Africa and the Africans in the Nineteenth Century: A Turbulent History

By Catherine Coquery-Vidrovitch; Mary Baker | Go to book overview

3
Political and Merchant Islam
East Africa

Modernity as an Option: Egypt

In the first half of the nineteenth century, Egypt was a special case, a precocious attempt to establish a modern state. The case is all the more intriguing because at first sight the revolution did not occur in an independent nation but in a colonial province of the Ottoman Empire, which Egypt had been since the Mamelukes were conquered in the sixteenth century.
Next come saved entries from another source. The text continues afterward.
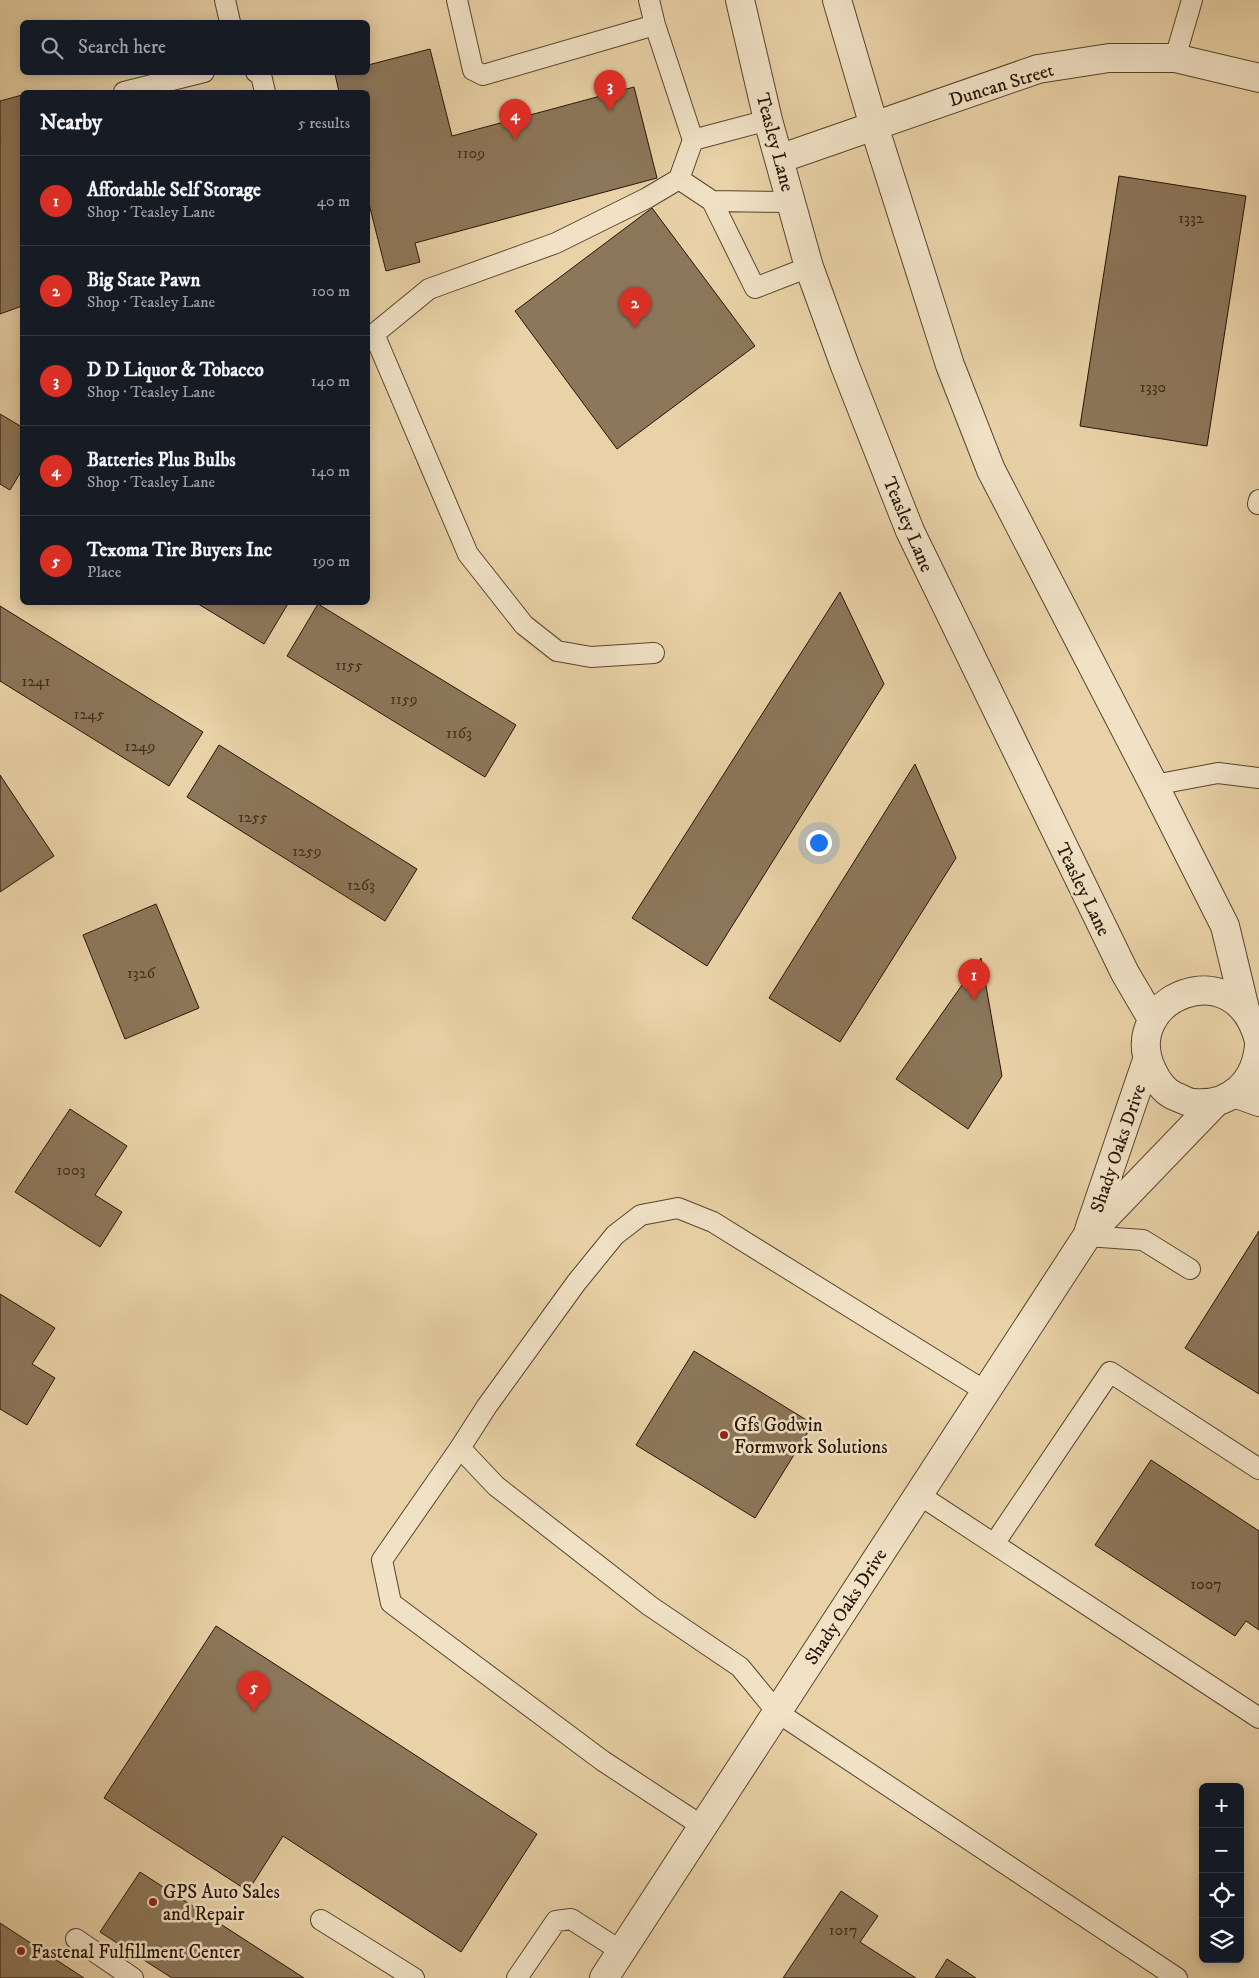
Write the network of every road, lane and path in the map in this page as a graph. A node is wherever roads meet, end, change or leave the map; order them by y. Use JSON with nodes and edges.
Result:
{"nodes":[{"id":1,"x":225,"y":0,"type":"edge"},
{"id":2,"x":457,"y":0,"type":"edge"},
{"id":3,"x":649,"y":0,"type":"edge"},
{"id":4,"x":740,"y":0,"type":"edge"},
{"id":5,"x":837,"y":0,"type":"edge"},
{"id":6,"x":1190,"y":1,"type":"edge"},
{"id":7,"x":230,"y":20,"type":"edge"},
{"id":8,"x":655,"y":26,"type":"junction"},
{"id":9,"x":1175,"y":58,"type":"junction"},
{"id":10,"x":192,"y":75,"type":"edge"},
{"id":11,"x":261,"y":75,"type":"edge"},
{"id":12,"x":1259,"y":78,"type":"edge"},
{"id":13,"x":132,"y":90,"type":"edge"},
{"id":14,"x":265,"y":90,"type":"edge"},
{"id":15,"x":768,"y":120,"type":"junction"},
{"id":16,"x":874,"y":126,"type":"junction"},
{"id":17,"x":693,"y":140,"type":"junction"},
{"id":18,"x":779,"y":160,"type":"junction"},
{"id":19,"x":680,"y":179,"type":"junction"},
{"id":20,"x":712,"y":201,"type":"junction"},
{"id":21,"x":792,"y":202,"type":"junction"},
{"id":22,"x":809,"y":267,"type":"junction"},
{"id":23,"x":654,"y":653,"type":"dead end"},
{"id":24,"x":1259,"y":778,"type":"edge"},
{"id":25,"x":1154,"y":785,"type":"junction"},
{"id":26,"x":1152,"y":1019,"type":"junction"},
{"id":27,"x":1255,"y":1029,"type":"edge"},
{"id":28,"x":1147,"y":1060,"type":"junction"},
{"id":29,"x":1236,"y":1099,"type":"edge"},
{"id":30,"x":1087,"y":1236,"type":"junction"},
{"id":31,"x":1190,"y":1269,"type":"dead end"},
{"id":32,"x":985,"y":1391,"type":"junction"},
{"id":33,"x":460,"y":1448,"type":"junction"},
{"id":34,"x":1259,"y":1469,"type":"edge"},
{"id":35,"x":918,"y":1494,"type":"junction"},
{"id":36,"x":994,"y":1544,"type":"junction"},
{"id":37,"x":777,"y":1712,"type":"junction"},
{"id":38,"x":1259,"y":1718,"type":"edge"},
{"id":39,"x":702,"y":1826,"type":"junction"},
{"id":40,"x":321,"y":1920,"type":"dead end"},
{"id":41,"x":76,"y":1940,"type":"dead end"},
{"id":42,"x":622,"y":1951,"type":"junction"},
{"id":43,"x":133,"y":1978,"type":"edge"},
{"id":44,"x":414,"y":1978,"type":"edge"},
{"id":45,"x":517,"y":1978,"type":"edge"},
{"id":46,"x":604,"y":1978,"type":"edge"},
{"id":47,"x":1177,"y":1978,"type":"edge"}],
"edges":[{"from":1,"to":7,"type":"lane"},
{"from":2,"to":8,"type":"lane"},
{"from":3,"to":8,"type":"lane"},
{"from":4,"to":15,"type":"street","name":"Teasley Lane"},
{"from":5,"to":16,"type":"street"},
{"from":6,"to":9,"type":"lane"},
{"from":8,"to":17,"type":"lane"},
{"from":9,"to":12,"type":"street","name":"Duncan Street"},
{"from":9,"to":16,"type":"street","name":"Duncan Street"},
{"from":10,"to":13,"type":"lane"},
{"from":11,"to":14,"type":"lane"},
{"from":15,"to":17,"type":"lane"},
{"from":15,"to":18,"type":"street","name":"Teasley Lane"},
{"from":16,"to":18,"type":"street","name":"Duncan Street"},
{"from":16,"to":25,"type":"street"},
{"from":17,"to":19,"type":"lane"},
{"from":18,"to":21,"type":"street","name":"Teasley Lane"},
{"from":19,"to":20,"type":"lane"},
{"from":19,"to":23,"type":"lane"},
{"from":20,"to":21,"type":"lane"},
{"from":20,"to":22,"type":"lane"},
{"from":21,"to":22,"type":"street","name":"Teasley Lane"},
{"from":22,"to":26,"type":"street","name":"Teasley Lane"},
{"from":24,"to":25,"type":"lane"},
{"from":25,"to":27,"type":"street"},
{"from":26,"to":27,"type":"street"},
{"from":26,"to":28,"type":"street"},
{"from":27,"to":29,"type":"street"},
{"from":28,"to":29,"type":"street"},
{"from":28,"to":30,"type":"street","name":"Shady Oaks Drive"},
{"from":29,"to":30,"type":"street","name":"Shady Oaks Drive"},
{"from":30,"to":31,"type":"lane"},
{"from":30,"to":32,"type":"street","name":"Shady Oaks Drive"},
{"from":32,"to":33,"type":"lane"},
{"from":32,"to":35,"type":"street","name":"Shady Oaks Drive"},
{"from":33,"to":37,"type":"lane"},
{"from":33,"to":39,"type":"lane"},
{"from":34,"to":36,"type":"lane"},
{"from":35,"to":36,"type":"lane"},
{"from":35,"to":37,"type":"street","name":"Shady Oaks Drive"},
{"from":36,"to":38,"type":"lane"},
{"from":37,"to":39,"type":"street","name":"Shady Oaks Drive"},
{"from":37,"to":47,"type":"lane"},
{"from":39,"to":42,"type":"street","name":"Shady Oaks Drive"},
{"from":40,"to":44,"type":"lane"},
{"from":41,"to":43,"type":"lane"},
{"from":42,"to":45,"type":"lane"},
{"from":42,"to":46,"type":"street","name":"Shady Oaks Drive"}]}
The Mamelukes, who were originally converted Caucasian slaves, had been transformed into a corps of approximately 12,000 privileged soldiers and bureaucrats who continued to maintain their numbers through the purchase of boys. They formed an “order” bound together by a community of status and function. Nonetheless, beginning in the eighteenth century, merchant, agrarian, and urban capitalism had been growing, and it was relatively widespread when Napoleon Bonaparte led the French expedition in 1797.


Bonaparte’s Legacy

It is well known that Napoleon Bonaparte saw his expedition as an interlude in the pursuit of his ambitions in France. What was special about his undertaking was that Bonaparte, a son of the Enlightenment, brought with him a remarkable team of researchers and scientists, some of whom remained in Egypt as advisors to the future Muhammad-Ali. Thirty-five thousand men, including 2,000 officers, landed simultaneously in Egypt’s three main ports, Alexandria, Damietta, and Rosetta, on June 27, 1798. The Mamelukes had never faced a modern army, and it took the French only three weeks to conquer Cairo. Bonaparte skillfully made alliances with Egyptian notables against the existing regime, and solemnly founded the Institute of Egypt to “spread the Enlightenment in Egypt, and study Egypt’s land, industry and history.”1 It was through his impetus that the first newspaper was published: Le Courrier de l’Egypte. However, Bonaparte soon found himself trapped in Egypt when British Admiral Nelson destroyed his fleet in Aboukir Harbor (July 1898).